Digital Inking and Coloring
        by TonchyZ
        
| DIGITAL 
        INKING AND COLORING Brief Contents: 
 
 From 
        thumbnail to final pencils 
 
 ______________________________________________ Next step is to work it out larger. Sheet of 80g/m2 photocopy A4 (8.5''x11'') paper usually works good for me. For easier upsizing you can draw a grid over the thumbnail sketch (it's not cheating.). As you can see I had put up a vertical line and some horizontal ones to get the proportions rights. Made some changes to the posture and design along. 
 
 ______________________________________________ Penciling 
        in progress. Remember to have various line widths to emphasise the volume. 
        This can be added later while inking, but it's good to get a habit of 
        doing that when penciling.

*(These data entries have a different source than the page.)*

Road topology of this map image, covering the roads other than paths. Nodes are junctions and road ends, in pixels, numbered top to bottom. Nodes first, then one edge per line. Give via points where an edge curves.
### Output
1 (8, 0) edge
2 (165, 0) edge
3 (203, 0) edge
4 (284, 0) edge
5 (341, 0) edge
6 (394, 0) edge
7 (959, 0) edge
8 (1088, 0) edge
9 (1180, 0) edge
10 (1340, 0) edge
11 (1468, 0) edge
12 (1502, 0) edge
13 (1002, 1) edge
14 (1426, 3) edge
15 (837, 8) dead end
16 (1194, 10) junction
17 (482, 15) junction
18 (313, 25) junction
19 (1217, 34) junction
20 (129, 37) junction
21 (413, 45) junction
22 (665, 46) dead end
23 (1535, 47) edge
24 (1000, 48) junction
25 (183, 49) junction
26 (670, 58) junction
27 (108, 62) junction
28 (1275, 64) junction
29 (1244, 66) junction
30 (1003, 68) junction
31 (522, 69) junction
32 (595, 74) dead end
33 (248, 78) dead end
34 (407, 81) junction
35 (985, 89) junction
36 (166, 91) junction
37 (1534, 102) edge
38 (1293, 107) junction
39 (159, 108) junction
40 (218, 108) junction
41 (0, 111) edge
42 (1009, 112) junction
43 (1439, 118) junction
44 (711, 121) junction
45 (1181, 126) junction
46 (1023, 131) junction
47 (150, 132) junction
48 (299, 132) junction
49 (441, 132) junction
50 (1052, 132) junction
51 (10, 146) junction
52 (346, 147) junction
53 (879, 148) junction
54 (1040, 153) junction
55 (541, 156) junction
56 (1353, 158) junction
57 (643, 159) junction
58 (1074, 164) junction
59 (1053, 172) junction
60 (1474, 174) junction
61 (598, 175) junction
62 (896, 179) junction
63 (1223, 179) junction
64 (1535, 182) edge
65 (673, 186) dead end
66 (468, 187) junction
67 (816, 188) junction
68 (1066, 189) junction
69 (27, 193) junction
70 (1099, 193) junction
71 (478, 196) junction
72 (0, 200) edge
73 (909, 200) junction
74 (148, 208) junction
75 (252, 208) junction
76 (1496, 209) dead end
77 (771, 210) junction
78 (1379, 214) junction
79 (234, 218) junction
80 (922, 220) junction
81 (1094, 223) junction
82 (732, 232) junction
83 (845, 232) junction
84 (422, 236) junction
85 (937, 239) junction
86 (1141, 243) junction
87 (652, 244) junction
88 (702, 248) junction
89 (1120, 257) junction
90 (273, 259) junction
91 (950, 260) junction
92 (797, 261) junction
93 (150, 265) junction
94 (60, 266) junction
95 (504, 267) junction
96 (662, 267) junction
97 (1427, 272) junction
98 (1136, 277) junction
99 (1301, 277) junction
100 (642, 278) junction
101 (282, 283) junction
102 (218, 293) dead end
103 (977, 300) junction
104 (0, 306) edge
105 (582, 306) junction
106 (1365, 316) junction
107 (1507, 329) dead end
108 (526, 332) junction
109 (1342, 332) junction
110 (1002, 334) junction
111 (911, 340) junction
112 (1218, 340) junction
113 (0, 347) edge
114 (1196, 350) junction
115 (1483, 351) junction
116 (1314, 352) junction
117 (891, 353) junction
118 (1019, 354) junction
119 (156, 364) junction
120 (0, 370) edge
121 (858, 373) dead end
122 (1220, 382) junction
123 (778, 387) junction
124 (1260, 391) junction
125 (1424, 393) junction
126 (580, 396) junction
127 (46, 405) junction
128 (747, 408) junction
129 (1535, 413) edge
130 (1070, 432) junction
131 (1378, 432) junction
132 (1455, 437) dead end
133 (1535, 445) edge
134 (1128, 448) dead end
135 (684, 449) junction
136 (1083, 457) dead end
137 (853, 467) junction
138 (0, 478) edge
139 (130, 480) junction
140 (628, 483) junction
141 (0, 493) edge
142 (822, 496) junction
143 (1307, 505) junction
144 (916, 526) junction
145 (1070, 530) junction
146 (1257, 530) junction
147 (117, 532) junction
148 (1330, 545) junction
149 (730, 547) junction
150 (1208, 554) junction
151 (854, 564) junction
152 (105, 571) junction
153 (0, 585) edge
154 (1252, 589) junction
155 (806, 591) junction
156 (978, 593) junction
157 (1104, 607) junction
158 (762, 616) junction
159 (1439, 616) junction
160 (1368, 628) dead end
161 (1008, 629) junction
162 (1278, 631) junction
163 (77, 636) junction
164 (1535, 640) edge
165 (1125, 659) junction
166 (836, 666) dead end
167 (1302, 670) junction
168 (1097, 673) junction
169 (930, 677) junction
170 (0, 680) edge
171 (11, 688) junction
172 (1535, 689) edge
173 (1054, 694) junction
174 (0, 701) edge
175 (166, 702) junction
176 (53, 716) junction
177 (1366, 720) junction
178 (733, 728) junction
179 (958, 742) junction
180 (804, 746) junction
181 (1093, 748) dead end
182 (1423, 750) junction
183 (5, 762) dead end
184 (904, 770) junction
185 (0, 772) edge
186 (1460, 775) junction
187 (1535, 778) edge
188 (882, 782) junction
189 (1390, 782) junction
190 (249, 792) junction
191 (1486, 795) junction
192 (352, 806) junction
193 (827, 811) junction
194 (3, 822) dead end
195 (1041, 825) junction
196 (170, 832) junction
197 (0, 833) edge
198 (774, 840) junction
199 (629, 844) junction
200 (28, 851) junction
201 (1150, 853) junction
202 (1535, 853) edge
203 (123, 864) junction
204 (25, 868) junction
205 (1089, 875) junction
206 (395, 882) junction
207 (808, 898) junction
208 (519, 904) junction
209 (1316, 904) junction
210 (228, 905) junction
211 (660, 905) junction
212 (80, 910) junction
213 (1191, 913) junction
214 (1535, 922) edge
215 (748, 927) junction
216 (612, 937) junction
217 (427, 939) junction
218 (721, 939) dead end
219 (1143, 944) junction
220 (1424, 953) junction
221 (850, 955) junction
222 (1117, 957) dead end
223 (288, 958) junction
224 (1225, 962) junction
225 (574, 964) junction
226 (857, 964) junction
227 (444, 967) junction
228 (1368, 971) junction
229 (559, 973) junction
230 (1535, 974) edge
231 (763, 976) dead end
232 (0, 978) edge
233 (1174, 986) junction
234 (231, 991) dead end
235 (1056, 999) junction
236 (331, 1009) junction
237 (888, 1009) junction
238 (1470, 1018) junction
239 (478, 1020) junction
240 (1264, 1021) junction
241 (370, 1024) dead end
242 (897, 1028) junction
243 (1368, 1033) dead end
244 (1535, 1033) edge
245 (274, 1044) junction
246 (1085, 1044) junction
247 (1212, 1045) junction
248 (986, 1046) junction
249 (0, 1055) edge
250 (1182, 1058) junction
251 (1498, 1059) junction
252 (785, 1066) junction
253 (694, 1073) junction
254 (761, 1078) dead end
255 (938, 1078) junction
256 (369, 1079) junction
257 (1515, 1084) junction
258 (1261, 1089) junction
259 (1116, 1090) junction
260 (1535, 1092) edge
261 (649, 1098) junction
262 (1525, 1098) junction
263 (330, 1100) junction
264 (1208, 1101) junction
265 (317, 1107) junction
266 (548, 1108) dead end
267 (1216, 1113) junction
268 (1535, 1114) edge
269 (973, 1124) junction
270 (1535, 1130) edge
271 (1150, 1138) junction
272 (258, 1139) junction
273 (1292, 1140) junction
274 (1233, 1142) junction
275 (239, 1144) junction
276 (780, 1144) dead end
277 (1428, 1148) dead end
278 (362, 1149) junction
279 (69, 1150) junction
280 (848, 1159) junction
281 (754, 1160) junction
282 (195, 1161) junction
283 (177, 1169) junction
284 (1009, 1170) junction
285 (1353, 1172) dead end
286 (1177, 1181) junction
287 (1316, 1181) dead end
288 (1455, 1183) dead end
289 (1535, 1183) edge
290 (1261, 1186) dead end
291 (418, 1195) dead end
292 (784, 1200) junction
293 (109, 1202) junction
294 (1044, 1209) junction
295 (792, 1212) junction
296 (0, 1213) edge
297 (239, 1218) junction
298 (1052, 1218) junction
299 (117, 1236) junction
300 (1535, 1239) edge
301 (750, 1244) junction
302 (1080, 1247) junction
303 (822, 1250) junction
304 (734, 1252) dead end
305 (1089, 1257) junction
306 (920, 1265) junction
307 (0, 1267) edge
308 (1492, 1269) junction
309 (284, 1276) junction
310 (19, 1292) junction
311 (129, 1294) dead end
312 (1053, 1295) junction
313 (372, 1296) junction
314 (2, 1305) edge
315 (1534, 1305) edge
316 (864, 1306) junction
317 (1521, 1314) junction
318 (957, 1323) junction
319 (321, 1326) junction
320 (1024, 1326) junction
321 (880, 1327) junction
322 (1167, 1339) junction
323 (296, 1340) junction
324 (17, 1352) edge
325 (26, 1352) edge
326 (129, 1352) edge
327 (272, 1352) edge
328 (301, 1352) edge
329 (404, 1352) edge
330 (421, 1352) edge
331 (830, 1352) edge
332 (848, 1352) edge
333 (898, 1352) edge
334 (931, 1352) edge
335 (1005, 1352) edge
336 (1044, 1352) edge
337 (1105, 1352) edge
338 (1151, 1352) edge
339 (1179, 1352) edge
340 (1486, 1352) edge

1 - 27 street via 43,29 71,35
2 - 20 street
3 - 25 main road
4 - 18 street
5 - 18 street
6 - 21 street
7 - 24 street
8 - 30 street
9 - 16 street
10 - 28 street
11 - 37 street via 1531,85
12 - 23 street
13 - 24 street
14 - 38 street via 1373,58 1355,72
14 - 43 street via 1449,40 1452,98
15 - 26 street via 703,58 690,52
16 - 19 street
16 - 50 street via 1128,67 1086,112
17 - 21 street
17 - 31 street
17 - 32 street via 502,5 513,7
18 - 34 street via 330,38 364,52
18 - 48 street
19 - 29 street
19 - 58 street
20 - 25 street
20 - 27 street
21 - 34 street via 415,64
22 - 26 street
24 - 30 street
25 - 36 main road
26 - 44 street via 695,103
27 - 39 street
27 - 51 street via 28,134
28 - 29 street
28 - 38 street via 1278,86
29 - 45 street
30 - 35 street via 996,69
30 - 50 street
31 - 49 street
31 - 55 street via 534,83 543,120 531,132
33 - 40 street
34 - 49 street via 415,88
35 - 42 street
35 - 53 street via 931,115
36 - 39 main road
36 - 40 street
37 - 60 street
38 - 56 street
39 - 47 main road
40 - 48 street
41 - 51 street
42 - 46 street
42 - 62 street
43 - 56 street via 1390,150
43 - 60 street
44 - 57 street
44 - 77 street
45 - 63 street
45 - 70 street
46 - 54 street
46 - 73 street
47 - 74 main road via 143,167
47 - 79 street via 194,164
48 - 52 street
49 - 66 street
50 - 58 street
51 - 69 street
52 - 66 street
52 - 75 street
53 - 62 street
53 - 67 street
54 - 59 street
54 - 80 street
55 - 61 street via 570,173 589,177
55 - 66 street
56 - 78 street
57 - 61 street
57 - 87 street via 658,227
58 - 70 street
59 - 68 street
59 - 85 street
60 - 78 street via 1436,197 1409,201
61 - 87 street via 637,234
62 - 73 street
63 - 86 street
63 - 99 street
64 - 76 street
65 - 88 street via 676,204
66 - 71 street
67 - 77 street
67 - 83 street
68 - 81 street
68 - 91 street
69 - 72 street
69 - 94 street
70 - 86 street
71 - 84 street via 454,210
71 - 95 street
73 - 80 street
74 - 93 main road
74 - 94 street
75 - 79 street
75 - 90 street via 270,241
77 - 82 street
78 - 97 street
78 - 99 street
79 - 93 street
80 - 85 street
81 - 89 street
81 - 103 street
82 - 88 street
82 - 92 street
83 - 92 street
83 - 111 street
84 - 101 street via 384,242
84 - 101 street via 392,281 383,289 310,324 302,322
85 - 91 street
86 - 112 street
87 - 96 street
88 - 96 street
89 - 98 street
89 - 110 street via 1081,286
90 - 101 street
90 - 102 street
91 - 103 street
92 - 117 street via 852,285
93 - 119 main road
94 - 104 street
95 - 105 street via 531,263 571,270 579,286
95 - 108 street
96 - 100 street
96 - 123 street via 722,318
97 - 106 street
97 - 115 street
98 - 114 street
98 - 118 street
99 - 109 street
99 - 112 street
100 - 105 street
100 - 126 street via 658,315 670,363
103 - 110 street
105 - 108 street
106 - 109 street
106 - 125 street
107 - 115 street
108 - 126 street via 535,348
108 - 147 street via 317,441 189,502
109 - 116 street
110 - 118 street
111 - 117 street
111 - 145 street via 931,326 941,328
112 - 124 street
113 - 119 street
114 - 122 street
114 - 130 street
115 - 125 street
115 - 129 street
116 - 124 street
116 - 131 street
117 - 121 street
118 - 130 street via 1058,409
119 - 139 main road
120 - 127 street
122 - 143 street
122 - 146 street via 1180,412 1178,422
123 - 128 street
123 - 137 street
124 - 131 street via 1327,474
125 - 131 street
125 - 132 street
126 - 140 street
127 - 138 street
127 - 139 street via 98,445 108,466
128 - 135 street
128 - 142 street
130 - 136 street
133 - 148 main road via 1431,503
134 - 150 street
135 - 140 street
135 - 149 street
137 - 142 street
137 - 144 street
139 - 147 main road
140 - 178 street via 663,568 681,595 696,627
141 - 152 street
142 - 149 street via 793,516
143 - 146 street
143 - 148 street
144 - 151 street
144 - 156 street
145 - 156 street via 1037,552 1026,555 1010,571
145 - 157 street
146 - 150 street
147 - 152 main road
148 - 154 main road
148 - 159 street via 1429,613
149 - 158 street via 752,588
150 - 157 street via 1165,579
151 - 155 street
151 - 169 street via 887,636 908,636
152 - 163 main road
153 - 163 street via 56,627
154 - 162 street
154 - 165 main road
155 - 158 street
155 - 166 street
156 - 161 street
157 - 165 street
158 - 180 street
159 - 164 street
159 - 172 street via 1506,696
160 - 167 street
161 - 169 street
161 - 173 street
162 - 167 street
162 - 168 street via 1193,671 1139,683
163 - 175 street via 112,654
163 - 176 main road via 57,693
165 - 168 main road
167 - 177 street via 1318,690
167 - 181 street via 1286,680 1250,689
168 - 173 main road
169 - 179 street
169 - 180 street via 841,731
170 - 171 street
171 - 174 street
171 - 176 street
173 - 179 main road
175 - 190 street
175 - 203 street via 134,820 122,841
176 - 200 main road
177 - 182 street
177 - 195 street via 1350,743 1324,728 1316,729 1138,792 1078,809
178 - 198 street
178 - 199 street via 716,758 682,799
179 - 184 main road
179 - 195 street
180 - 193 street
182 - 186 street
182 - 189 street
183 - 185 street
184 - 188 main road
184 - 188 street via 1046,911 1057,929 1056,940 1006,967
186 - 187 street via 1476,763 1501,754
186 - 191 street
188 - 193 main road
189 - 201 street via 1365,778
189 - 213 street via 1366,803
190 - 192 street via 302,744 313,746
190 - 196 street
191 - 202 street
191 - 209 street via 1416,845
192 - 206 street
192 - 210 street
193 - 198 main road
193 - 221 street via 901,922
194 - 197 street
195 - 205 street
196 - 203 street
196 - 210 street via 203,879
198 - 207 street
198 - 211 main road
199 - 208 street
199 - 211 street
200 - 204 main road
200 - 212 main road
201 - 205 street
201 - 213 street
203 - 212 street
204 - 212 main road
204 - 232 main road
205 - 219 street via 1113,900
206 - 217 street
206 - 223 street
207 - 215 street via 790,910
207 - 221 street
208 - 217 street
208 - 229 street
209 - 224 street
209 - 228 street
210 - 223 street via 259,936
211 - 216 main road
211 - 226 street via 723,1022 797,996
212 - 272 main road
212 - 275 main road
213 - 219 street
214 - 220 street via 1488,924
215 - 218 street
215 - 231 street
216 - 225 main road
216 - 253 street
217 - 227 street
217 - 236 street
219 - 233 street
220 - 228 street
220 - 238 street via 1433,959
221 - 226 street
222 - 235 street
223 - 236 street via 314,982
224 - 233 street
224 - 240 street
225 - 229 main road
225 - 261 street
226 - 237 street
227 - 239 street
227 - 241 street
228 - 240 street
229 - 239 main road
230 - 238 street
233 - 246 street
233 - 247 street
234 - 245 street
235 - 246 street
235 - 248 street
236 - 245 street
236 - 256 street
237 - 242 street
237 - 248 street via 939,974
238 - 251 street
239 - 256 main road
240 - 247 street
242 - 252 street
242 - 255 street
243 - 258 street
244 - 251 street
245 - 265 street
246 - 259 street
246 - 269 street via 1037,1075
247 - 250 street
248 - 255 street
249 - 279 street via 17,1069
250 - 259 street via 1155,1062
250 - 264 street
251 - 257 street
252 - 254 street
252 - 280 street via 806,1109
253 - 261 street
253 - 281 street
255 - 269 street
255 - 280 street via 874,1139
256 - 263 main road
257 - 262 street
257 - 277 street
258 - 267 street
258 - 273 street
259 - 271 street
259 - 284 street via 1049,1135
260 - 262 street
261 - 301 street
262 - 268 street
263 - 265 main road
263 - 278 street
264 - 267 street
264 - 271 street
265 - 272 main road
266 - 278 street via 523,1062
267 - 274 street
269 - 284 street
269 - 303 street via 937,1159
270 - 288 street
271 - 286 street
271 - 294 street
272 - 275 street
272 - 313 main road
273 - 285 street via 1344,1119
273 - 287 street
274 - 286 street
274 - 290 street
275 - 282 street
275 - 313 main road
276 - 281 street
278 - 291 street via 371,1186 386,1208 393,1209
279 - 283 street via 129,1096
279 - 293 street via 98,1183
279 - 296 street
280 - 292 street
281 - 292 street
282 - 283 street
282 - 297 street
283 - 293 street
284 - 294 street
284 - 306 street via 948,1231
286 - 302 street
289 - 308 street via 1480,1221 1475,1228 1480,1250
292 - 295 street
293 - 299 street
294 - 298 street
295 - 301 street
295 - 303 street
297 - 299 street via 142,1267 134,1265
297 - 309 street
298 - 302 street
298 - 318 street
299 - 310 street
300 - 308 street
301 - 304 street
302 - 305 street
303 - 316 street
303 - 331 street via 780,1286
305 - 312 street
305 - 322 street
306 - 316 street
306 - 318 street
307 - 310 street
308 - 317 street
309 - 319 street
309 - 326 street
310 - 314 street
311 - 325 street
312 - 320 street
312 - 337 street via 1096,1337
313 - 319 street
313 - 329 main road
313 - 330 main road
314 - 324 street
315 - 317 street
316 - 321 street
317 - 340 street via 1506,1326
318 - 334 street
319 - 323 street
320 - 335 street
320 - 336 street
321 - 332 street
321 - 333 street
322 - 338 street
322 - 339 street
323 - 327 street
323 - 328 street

Thicker lines in the front, thinner in the 
        back. Atmospheric perspective on work. Also, don't be afraid to make mistakes 
        (but don't go mad and scribble randomly either :). Working clean is very 
        good but if you work without a lightbox, tracing the the new steps on 
        new sheets, or inking manually and erasing the pencil underneath- things 
        can get messy. Photoshop can clean most of the smudges and lighter lines 
        with some fiddling on the Image > Adjustments > Levels ( Ctrl+L 
        ). For other artifacts we use the eraser.  
 
 ______________________________________________ 
         Finished 
        pencils. Now, we have two options: 
 The whole 
        process so far took somewhere around an hour. Lots of erasing took its 
        toll :) 
 
 This is what the final pencils look fullsized: 
 
 Technique 
        1) 
 Technique 
        2) 
 After some two-three hours of inking joys the piece looked like this: 
 
 Coloring 
 Next I added a shadow (be sure to make it dark enough where the object touches the ground or it'll look like it's floating) and some light definition on the robot body. Big soft brushes used for both. 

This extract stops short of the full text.